Writing in the 7 September issue of The New Republic, the less-than-dazzling Martin Peretz came up, surprisingly, with a bit of precise, perfect language -- describing the critical political balance between "polemical outrage" and "functional indifference." He was writing about Clinton's policy toward Iraq, but he could just as easily have been writing about nearly any national politician -- and just about any issue.
Still, Clinton is very much the all-time champion at this game. The Monday after the president was distracted by personal issues, he appeared before the oh-so-seriously-named Council on Foreign Relations -- or, rather, before a hastily assembled audience that was arranged in front of a sign with the council's name on it. The president's staff had called the council on Wednesday of the previous week, explaining with some urgency that the president needed to give a major speech on economic policy right away. His cause: saving the world economy from a crash. Speaking somberly, wearing an expression of grim determination, the leader of the free world laid out his program for stopping a crisis that had already engulfed Russia and Asia and was emerging in Latin America. He had ordered the Secretary of the Treasury and the Chairman of the Federal Reserve to convene a meeting with their counterparts from other countries. And he didn't just want a meeting -- he expected a report, too, "to recommend ways to adapt the international financial architecture to the 21st century." For substance, Clinton added a demand that Congress ship more money to the IMF, committing the United States to helping the collapsing economies pay their Visa bills with their MasterCards -- or, we suppose, with American Express. Not much more advanced than casting shadows on the wall, but for a day the president was busy saving the world and didn't have time to dwell on less significant matters.

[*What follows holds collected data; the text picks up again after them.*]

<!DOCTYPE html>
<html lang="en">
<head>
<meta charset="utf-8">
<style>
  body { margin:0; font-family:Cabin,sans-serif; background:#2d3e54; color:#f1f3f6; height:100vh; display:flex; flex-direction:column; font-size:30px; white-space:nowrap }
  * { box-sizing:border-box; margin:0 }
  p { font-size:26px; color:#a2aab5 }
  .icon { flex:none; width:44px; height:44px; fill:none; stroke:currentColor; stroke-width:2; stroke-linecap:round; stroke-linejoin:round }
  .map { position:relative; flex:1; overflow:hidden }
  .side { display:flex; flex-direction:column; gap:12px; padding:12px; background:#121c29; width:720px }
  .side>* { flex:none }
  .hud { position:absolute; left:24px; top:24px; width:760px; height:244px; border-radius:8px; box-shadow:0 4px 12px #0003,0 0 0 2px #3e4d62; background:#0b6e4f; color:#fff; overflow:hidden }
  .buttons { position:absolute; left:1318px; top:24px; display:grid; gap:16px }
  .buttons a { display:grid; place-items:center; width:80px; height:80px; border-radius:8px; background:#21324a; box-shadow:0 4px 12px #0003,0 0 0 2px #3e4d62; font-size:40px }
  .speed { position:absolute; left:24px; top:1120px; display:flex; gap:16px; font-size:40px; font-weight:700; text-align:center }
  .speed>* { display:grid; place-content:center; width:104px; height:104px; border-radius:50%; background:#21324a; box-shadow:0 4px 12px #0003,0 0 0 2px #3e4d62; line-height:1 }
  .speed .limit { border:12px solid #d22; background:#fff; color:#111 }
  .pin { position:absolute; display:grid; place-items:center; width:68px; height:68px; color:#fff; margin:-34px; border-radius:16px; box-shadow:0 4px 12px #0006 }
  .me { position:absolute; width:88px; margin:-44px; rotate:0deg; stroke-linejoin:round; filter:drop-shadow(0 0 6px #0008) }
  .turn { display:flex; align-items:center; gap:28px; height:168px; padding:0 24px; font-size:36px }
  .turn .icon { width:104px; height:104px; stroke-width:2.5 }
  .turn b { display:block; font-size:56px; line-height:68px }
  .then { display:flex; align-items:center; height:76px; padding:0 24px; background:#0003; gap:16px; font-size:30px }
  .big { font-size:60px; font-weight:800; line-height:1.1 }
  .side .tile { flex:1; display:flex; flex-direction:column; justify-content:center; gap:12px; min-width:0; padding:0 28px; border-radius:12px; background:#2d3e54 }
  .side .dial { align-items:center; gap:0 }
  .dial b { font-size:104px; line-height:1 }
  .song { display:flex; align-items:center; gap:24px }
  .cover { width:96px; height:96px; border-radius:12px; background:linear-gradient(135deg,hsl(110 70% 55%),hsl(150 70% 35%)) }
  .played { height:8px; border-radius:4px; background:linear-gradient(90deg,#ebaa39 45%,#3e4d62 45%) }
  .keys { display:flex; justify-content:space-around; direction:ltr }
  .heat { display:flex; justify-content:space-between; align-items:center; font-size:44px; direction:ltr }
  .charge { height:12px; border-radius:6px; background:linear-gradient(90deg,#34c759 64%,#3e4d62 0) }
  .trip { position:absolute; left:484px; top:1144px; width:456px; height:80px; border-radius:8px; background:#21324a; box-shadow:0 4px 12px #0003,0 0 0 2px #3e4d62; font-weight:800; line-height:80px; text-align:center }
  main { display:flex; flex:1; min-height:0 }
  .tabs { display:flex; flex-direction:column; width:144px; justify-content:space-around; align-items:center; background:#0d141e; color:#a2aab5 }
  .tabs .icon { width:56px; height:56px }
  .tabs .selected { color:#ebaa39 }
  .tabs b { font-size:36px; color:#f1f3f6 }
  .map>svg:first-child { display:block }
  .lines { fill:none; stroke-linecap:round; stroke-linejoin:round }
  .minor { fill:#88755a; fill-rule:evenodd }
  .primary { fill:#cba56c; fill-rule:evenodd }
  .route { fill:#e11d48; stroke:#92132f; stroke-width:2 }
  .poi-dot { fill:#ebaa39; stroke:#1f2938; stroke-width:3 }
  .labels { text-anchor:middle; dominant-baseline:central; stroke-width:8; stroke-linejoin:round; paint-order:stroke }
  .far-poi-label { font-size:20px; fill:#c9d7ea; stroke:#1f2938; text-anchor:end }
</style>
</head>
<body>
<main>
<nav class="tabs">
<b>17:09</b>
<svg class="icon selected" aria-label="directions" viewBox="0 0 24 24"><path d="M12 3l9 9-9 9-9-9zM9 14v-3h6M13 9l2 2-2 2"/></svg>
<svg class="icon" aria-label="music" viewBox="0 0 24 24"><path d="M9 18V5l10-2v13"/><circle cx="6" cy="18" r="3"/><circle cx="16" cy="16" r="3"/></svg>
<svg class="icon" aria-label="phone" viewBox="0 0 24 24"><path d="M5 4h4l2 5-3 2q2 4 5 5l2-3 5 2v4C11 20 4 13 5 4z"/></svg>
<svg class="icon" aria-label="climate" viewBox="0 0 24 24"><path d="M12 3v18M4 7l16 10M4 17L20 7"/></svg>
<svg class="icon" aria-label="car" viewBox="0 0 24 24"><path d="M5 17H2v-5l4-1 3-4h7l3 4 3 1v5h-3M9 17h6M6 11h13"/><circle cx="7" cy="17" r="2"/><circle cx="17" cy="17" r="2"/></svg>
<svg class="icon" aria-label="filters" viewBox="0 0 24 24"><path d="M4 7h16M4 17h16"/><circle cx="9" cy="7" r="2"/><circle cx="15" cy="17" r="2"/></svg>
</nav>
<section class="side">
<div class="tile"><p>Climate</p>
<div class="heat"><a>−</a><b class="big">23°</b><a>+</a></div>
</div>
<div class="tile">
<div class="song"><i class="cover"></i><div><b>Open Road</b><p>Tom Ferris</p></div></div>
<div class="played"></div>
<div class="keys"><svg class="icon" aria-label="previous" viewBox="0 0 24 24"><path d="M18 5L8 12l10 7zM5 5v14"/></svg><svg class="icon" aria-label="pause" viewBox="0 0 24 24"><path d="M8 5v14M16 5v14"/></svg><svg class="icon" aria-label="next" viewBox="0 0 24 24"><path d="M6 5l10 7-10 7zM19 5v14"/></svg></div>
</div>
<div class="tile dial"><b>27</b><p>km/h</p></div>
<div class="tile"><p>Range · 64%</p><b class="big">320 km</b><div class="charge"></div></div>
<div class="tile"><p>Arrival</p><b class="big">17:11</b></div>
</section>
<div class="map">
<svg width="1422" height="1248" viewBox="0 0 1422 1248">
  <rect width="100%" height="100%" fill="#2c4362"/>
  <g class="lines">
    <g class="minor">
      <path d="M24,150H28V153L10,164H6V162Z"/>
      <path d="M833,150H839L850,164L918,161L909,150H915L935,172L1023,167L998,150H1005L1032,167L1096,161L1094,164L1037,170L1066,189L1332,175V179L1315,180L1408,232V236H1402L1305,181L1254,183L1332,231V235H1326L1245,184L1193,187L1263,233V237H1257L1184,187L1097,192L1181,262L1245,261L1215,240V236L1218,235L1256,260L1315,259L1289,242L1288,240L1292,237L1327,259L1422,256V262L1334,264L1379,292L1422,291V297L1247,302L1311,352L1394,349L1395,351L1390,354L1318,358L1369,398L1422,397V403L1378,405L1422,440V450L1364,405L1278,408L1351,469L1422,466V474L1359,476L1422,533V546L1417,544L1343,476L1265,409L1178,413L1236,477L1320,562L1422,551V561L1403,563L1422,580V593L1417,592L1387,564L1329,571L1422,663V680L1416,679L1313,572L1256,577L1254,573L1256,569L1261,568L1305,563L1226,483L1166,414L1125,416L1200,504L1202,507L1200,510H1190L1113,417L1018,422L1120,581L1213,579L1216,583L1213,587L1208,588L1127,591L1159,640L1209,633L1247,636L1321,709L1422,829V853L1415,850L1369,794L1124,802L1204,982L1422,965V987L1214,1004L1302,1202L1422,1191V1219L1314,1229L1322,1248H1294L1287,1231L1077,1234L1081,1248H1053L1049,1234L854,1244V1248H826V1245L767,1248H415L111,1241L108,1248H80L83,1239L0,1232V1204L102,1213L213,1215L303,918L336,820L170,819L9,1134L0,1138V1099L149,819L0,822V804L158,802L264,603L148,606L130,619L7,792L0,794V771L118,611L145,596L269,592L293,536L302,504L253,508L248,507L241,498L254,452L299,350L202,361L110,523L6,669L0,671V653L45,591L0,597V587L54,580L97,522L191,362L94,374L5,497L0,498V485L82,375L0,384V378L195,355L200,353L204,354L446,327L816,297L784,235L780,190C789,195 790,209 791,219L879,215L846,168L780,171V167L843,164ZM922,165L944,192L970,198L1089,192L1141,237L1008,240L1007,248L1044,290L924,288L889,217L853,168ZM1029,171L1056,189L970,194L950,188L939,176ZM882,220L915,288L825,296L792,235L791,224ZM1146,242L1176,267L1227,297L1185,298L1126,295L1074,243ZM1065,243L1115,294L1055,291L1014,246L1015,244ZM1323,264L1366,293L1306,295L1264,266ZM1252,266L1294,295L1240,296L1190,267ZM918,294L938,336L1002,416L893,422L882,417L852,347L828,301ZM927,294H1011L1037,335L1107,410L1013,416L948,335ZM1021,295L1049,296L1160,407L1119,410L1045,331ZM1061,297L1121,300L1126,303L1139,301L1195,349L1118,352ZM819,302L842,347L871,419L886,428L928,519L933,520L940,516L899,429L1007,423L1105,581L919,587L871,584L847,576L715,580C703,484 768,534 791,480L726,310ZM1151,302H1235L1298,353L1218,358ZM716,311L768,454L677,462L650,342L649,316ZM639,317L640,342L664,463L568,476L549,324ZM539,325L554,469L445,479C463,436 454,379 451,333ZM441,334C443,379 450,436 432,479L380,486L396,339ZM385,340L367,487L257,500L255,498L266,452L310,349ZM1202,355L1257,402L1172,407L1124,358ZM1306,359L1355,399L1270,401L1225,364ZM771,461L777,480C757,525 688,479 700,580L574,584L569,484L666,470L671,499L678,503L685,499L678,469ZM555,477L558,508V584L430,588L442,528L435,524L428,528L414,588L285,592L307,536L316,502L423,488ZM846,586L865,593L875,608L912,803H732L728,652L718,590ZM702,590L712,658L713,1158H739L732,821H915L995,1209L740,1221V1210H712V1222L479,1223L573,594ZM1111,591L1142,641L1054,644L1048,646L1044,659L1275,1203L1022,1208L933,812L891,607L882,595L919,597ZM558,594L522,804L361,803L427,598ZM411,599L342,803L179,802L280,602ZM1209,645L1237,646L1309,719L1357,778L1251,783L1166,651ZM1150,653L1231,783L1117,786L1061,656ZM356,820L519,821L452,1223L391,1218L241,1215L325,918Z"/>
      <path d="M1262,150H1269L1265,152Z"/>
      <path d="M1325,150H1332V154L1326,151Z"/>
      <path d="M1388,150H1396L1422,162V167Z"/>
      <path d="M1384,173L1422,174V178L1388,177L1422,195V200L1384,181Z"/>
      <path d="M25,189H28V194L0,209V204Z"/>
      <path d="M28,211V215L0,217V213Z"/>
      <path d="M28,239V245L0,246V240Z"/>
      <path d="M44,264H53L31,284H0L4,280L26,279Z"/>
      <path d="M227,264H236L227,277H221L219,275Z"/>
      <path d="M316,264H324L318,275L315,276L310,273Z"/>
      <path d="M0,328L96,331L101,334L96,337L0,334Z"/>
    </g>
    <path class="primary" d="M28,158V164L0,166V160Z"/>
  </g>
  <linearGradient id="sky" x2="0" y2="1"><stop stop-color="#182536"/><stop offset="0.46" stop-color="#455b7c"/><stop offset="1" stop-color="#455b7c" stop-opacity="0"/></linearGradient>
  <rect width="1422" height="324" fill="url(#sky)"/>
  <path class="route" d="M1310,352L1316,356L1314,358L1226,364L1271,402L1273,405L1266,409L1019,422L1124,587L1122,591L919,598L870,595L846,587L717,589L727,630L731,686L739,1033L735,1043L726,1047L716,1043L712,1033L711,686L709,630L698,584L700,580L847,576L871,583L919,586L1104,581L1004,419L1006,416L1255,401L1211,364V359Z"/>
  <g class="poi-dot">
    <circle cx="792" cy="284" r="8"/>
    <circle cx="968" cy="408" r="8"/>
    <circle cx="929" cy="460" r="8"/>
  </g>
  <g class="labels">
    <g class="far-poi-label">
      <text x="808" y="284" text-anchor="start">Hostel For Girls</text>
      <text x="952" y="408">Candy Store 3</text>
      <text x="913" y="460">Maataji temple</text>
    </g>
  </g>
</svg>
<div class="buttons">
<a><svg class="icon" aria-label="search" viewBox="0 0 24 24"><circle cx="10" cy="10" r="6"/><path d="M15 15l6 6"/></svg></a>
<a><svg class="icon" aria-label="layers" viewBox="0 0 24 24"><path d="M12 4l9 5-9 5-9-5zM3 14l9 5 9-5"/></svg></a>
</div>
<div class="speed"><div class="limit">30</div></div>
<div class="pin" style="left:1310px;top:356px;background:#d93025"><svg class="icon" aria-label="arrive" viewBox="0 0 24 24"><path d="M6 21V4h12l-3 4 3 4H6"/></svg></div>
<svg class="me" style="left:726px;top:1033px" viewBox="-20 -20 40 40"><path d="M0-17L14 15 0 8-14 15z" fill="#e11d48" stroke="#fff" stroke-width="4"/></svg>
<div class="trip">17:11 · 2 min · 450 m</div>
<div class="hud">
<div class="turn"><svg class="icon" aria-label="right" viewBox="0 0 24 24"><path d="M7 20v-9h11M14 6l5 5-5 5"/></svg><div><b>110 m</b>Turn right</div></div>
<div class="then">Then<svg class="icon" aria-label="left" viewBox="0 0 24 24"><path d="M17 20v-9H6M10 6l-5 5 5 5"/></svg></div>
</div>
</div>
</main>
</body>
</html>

We, on the other hand, would greatly prefer to dwell on the less significant matters, which tend to be simpler and much funnier over drinks -- and which cost a whole lot less money, $40 million in investigations aside. Feel free to agree or disagree, but the duck-owning magicians among you should take at least one additional piece of information into consideration. Clinton is recommending that Congress increase funding for the Safe and Drug-Free Schools and Communities Act in the next budget year -- a position that really does take courage.